> [Your goal] All that should come back is the lines of the data below from the one containing "middle tip: (120, 195)" to the one containing "pinky mcp: (143, 212)", inclusive, exactly as they stand.

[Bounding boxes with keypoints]
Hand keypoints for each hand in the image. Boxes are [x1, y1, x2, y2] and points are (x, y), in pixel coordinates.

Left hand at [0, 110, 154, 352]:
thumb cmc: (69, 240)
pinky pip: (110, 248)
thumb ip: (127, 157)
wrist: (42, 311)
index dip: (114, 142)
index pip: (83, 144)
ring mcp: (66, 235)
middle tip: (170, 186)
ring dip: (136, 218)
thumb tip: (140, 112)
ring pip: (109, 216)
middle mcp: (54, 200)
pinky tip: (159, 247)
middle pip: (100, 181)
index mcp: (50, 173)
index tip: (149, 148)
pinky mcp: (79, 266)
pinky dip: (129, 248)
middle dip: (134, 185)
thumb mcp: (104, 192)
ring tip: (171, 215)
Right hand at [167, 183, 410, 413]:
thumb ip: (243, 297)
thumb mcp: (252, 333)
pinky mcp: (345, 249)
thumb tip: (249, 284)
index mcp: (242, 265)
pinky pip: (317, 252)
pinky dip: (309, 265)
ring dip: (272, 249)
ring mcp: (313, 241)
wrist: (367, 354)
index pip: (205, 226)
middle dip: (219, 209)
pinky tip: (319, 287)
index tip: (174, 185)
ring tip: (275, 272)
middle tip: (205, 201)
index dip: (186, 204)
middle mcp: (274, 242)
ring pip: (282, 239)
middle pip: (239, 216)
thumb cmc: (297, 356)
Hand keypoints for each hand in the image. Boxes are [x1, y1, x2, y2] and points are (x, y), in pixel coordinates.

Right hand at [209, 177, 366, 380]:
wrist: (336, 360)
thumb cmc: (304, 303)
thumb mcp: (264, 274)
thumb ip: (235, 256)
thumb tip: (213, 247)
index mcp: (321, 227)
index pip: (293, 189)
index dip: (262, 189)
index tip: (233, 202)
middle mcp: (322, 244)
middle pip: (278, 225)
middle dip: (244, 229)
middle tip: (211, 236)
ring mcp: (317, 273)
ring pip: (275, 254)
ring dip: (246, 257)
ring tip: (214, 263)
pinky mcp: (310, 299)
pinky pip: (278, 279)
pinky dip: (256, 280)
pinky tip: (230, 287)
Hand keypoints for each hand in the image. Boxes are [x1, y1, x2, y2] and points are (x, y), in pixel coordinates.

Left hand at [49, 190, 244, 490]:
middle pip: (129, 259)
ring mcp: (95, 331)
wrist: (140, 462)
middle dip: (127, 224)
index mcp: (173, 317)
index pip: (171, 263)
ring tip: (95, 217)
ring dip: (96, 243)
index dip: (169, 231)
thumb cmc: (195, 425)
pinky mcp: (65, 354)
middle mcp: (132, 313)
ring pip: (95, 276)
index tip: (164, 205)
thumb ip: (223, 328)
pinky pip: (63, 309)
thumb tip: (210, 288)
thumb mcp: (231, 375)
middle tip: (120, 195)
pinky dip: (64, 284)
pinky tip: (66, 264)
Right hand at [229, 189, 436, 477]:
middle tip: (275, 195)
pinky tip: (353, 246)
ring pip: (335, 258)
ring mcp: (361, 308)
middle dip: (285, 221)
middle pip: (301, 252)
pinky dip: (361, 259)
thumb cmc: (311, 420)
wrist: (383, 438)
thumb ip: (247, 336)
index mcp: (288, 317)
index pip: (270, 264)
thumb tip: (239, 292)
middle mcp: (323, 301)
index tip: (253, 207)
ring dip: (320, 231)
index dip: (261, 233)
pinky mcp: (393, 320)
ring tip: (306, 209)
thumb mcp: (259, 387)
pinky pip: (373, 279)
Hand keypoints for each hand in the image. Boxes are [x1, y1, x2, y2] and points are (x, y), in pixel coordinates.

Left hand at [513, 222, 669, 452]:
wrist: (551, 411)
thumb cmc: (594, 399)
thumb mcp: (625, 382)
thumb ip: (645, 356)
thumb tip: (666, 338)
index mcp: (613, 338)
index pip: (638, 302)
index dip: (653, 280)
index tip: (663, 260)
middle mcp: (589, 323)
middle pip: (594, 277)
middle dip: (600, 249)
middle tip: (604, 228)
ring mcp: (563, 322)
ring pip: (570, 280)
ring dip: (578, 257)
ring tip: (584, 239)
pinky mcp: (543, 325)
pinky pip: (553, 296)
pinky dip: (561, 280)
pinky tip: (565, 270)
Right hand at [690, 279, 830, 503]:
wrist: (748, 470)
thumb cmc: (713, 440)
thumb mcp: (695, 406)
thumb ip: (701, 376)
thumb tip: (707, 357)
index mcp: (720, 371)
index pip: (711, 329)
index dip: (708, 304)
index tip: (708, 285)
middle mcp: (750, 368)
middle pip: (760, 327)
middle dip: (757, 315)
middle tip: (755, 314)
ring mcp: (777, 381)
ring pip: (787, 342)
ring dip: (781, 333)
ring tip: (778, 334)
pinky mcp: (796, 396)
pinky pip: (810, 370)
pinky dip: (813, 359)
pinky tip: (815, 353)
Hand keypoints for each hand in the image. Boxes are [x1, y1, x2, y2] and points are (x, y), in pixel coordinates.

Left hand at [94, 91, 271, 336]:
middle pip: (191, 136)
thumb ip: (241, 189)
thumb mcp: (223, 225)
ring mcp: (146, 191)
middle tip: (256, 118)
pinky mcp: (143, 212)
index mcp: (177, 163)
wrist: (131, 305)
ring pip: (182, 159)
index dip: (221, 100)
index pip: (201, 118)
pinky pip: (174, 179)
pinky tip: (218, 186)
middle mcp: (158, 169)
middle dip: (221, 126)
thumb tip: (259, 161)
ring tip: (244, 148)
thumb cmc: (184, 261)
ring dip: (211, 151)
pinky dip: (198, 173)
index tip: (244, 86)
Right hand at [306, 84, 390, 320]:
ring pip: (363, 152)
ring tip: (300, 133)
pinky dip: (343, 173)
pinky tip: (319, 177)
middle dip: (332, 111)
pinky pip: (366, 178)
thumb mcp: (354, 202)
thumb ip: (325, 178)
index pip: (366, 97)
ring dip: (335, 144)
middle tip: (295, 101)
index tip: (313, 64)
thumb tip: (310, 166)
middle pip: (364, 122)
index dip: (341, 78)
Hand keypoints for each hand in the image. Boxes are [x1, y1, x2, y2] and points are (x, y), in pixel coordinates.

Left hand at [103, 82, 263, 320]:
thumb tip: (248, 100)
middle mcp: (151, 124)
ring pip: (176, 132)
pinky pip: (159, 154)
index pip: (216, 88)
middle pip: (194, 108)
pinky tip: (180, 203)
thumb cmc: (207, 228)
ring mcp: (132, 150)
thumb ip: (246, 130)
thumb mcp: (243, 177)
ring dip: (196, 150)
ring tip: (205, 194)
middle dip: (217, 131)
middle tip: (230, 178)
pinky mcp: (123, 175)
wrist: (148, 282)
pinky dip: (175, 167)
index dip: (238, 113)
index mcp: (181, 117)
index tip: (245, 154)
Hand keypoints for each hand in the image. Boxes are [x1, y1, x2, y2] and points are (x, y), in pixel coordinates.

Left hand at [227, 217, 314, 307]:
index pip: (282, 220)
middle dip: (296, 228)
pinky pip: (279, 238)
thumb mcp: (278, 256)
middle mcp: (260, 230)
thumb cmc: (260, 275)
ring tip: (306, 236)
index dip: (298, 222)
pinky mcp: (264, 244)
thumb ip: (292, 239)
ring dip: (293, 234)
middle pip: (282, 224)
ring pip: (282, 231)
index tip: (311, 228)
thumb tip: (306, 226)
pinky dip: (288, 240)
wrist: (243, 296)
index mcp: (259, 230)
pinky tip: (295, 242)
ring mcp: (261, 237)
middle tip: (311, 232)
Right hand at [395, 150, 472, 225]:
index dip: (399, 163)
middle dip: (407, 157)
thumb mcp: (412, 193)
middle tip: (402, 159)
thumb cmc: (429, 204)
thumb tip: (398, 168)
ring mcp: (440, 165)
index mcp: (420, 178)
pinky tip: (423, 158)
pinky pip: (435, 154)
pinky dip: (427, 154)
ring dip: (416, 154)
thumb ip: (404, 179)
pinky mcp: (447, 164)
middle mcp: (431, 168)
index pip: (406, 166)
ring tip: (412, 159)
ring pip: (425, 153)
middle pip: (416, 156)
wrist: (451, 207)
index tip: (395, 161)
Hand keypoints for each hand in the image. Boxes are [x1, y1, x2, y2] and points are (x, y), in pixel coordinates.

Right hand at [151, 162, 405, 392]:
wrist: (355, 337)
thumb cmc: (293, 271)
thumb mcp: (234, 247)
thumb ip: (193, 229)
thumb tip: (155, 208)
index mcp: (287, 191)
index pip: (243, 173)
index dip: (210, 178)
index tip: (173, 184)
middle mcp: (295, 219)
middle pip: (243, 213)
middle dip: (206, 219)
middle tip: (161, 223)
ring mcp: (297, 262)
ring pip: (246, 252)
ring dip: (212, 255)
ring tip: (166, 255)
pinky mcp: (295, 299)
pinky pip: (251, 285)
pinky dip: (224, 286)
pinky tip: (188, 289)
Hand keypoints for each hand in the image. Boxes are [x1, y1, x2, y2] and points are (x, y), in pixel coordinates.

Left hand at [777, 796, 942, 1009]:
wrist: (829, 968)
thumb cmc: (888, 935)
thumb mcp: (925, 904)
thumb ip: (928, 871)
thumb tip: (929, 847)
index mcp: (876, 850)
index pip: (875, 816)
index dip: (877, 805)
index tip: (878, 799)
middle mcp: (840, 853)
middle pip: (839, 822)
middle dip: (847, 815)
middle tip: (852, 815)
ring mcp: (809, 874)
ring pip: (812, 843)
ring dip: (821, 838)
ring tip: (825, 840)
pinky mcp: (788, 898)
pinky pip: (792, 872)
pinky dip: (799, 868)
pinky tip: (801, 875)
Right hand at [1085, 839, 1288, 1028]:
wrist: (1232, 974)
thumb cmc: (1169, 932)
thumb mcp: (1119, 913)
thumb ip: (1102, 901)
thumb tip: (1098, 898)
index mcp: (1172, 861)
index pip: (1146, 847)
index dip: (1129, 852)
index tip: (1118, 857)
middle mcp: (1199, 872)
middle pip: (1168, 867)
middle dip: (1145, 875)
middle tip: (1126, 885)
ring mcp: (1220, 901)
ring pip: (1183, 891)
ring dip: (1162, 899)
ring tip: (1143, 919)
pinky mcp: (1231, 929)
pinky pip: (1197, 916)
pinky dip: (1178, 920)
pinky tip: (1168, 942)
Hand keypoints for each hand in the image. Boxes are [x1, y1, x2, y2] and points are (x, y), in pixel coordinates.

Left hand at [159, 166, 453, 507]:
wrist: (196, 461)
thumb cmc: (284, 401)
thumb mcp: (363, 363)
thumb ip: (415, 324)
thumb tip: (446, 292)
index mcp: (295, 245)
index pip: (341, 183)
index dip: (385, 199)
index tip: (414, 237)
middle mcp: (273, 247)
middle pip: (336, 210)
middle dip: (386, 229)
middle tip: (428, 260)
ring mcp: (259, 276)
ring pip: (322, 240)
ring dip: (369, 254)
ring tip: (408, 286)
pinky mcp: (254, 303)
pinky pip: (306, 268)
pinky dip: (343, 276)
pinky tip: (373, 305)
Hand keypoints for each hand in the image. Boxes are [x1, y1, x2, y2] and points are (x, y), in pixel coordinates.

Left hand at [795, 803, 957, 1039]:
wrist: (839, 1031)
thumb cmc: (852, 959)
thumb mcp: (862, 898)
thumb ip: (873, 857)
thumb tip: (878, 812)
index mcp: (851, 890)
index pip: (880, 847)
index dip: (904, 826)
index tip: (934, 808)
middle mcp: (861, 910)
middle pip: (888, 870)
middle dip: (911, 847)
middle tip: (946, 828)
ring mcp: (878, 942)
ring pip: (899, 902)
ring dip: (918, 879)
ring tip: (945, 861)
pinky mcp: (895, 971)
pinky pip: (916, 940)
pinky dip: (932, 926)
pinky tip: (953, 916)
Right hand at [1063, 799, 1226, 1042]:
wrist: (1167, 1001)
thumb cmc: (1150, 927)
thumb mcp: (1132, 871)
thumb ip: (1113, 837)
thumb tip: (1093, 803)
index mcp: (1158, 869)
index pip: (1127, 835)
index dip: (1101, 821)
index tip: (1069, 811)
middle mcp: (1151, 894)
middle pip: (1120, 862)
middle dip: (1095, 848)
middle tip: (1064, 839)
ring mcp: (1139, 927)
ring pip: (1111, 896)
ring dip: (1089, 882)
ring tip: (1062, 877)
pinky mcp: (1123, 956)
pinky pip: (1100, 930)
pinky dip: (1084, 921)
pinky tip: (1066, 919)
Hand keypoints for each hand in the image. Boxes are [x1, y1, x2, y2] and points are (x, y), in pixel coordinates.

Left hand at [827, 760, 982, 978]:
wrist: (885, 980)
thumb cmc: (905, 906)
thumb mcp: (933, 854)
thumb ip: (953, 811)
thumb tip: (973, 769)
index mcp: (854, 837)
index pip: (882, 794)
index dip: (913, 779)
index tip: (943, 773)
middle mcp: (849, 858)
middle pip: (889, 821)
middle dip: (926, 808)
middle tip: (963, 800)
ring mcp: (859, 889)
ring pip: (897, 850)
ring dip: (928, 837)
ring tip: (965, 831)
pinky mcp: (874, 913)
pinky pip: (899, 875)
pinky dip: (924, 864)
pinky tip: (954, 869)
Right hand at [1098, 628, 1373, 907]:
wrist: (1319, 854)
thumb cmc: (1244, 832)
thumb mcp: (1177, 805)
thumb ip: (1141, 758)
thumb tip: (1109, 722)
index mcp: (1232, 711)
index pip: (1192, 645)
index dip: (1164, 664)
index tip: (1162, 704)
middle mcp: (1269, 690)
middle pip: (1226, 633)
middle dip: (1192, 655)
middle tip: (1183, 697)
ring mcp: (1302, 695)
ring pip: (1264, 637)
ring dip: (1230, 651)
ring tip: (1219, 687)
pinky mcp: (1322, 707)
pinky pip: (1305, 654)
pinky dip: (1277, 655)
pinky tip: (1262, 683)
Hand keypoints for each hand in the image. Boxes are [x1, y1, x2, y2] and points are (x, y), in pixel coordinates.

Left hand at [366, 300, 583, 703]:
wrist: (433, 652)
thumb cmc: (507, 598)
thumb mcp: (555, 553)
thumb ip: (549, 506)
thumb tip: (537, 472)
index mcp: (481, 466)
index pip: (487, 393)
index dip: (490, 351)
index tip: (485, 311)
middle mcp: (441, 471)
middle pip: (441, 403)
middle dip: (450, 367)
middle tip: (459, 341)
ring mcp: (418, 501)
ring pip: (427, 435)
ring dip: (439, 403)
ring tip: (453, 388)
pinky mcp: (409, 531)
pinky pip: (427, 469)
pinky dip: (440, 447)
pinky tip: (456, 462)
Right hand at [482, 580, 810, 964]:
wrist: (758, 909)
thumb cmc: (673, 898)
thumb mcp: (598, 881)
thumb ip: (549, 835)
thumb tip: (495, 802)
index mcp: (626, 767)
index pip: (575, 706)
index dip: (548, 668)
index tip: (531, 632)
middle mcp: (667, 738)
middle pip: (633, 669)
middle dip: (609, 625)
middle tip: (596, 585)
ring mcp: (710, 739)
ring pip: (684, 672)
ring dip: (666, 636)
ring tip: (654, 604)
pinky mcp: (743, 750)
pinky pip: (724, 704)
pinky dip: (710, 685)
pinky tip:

> [Written solution]
middle tip: (120, 195)
pinky dip: (64, 284)
pinky tip: (66, 264)
Right hand at [229, 189, 436, 477]:
middle tip: (275, 195)
pinky tip: (353, 246)
ring pip: (335, 258)
ring mcp: (361, 308)
middle dip: (285, 221)
middle pip: (301, 252)
pinky dip: (361, 259)
thumb cmc: (311, 420)
wrist: (383, 438)
thumb ip: (247, 336)
index mcp: (288, 317)
index pip: (270, 264)
thumb tip: (239, 292)
middle mcp: (323, 301)
index tip: (253, 207)
ring dip: (320, 231)
index dip: (261, 233)
pinky mcp: (393, 320)
ring tip: (306, 209)
thumb mcp: (259, 387)
pinky pip: (373, 279)
Hand keypoints for each hand in the image. Boxes are [x1, y1, x2, y2] and points are (x, y), in pixel coordinates.

Left hand at [513, 222, 669, 452]:
wrist: (551, 411)
thumb cmc: (594, 399)
thumb mcp: (625, 382)
thumb ip: (645, 356)
thumb tip: (666, 338)
index mcp: (613, 338)
index pip: (638, 302)
index dip: (653, 280)
index tip: (663, 260)
middle mcp: (589, 323)
middle pip: (594, 277)
middle dip: (600, 249)
middle tip: (604, 228)
ring mcp: (563, 322)
ring pip: (570, 280)
ring dip: (578, 257)
ring tip: (584, 239)
pinky mcp: (543, 325)
pinky pip: (553, 296)
pinky dip: (561, 280)
pinky tip: (565, 270)
Right hand at [690, 279, 830, 503]:
wrist: (748, 470)
thumb cmc: (713, 440)
thumb mcp: (695, 406)
thumb ip: (701, 376)
thumb tip: (707, 357)
index mcp: (720, 371)
index pip: (711, 329)
index dip: (708, 304)
index tip: (708, 285)
middle mcp: (750, 368)
middle pip: (760, 327)
middle dip: (757, 315)
middle tip: (755, 314)
ring mcp: (777, 381)
ring pip: (787, 342)
ring dip: (781, 333)
ring tip: (778, 334)
pinky mcp: (796, 396)
pinky pip: (810, 370)
pinky dip: (813, 359)
pinky tip: (815, 353)
Hand keypoints for each hand in the image. Boxes are [x1, y1, x2, y2] and points are (x, y), in pixel coordinates.

Left hand at [94, 91, 271, 336]:
middle pip: (191, 136)
thumb ip: (241, 189)
thumb mcp: (223, 225)
ring mcp: (146, 191)
middle tip: (256, 118)
pinky mcp: (143, 212)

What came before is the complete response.